Descoberta científica e contexto
Uma pesquisa conduzida pelo pesquisador Rafael Anzai no Instituto de Biociências (IB) da USP revelou um fenômeno biológico surpreendente na jiboia arco-íris do Cerrado (Epicrates crassus). O estudo, classificado como 'ciência básica', teve como objetivo expandir o conhecimento sobre a família das jiboias e sucuris, focando em aspectos como ciclo biológico, comportamento e hormônios. A descoberta mais impactante foi a presença de estruturas semelhantes a ovidutos — órgãos femininos que funcionam de forma análoga ao útero humano — em machos da espécie. Esses animais, geneticamente machos e capazes de produzir espermatozoides, apresentam vestígios de um sistema reprodutor feminino, um caso raro de intersexualidade nunca antes descrito com tantos detalhes para esse grupo de serpentes.
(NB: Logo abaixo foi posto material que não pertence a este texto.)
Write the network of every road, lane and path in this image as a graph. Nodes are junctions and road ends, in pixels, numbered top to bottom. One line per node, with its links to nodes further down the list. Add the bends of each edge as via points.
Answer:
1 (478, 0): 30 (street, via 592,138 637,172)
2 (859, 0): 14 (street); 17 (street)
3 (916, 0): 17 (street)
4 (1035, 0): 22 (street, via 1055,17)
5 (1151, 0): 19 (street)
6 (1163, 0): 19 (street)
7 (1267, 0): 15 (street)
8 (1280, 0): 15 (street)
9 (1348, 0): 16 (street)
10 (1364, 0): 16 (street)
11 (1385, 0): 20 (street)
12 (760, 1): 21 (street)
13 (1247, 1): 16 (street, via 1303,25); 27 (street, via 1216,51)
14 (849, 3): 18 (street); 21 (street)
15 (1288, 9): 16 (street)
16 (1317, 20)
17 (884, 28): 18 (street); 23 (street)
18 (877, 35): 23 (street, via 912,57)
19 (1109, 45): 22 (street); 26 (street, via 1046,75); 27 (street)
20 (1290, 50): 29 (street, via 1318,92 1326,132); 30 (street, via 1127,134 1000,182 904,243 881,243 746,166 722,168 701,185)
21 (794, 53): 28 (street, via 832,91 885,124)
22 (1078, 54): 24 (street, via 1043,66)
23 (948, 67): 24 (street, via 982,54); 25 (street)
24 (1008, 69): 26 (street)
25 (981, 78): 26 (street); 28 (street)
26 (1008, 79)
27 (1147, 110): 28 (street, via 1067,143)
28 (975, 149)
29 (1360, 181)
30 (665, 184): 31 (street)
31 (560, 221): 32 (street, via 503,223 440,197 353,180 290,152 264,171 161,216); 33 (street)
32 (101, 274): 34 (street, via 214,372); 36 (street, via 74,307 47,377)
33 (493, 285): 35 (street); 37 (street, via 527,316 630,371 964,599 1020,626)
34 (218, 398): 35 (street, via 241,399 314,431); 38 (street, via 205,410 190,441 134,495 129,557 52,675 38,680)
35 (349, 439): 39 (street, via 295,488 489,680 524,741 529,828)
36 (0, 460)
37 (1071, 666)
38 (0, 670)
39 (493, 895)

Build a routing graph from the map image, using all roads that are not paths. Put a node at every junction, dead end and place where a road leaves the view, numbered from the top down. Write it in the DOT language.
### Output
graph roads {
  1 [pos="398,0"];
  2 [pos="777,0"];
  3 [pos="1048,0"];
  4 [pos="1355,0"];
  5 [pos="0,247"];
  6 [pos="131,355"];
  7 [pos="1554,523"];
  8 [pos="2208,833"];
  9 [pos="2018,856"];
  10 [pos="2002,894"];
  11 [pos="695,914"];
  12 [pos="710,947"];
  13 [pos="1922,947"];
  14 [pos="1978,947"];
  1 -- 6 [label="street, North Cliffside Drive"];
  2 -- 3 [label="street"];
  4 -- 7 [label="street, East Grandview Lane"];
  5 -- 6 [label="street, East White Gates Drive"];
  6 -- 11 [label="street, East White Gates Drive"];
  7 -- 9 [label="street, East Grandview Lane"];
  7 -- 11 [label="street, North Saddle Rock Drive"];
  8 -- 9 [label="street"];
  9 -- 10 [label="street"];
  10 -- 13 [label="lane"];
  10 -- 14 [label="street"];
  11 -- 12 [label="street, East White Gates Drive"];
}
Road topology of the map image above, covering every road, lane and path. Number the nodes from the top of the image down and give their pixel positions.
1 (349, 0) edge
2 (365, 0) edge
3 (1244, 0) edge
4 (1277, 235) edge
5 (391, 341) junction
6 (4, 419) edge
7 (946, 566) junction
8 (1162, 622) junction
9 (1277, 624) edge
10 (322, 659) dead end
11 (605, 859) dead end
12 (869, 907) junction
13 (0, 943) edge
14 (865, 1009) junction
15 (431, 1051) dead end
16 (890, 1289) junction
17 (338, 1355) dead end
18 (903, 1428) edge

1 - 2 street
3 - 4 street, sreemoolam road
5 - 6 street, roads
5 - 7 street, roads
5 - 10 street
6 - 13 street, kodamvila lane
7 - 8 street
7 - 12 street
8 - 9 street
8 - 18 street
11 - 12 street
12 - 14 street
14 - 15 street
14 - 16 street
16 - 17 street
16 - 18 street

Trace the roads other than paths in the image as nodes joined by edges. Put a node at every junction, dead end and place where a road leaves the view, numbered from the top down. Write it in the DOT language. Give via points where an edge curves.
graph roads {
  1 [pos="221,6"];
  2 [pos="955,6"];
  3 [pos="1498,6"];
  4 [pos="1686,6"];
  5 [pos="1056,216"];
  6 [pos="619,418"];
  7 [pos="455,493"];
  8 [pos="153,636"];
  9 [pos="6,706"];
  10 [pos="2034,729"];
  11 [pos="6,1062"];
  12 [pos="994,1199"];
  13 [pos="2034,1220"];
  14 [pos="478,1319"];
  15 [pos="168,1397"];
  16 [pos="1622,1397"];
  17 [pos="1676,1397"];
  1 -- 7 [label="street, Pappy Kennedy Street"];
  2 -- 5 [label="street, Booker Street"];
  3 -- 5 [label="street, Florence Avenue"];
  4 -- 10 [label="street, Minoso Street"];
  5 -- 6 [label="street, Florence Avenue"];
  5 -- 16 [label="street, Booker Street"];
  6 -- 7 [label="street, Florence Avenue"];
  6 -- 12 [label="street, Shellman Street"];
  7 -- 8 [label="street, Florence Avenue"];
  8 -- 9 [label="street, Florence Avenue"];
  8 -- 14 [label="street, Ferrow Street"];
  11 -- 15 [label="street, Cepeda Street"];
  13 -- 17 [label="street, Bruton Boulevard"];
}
Intersexualidade e implicações biológicas
A presença de ovidutos em machos de jiboia arco-íris foi comparada à Síndrome da Persistência dos Ductos de Müller, uma condição rara em que o corpo não reabsorve completamente as estruturas femininas durante o desenvolvimento embrionário. Embora essas estruturas não sejam funcionais para a reprodução, sua existência desafia conceitos tradicionais sobre a determinação do sexo em animais. Os pesquisadores ainda não determinaram se o fenômeno é influenciado por fatores genéticos ou ambientais, mas a descoberta destaca a complexidade e a flexibilidade dos sistemas biológicos. O achado também reforça a importância da educação científica para valorizar a biodiversidade brasileira e questionar paradigmas estabelecidos nos livros didáticos.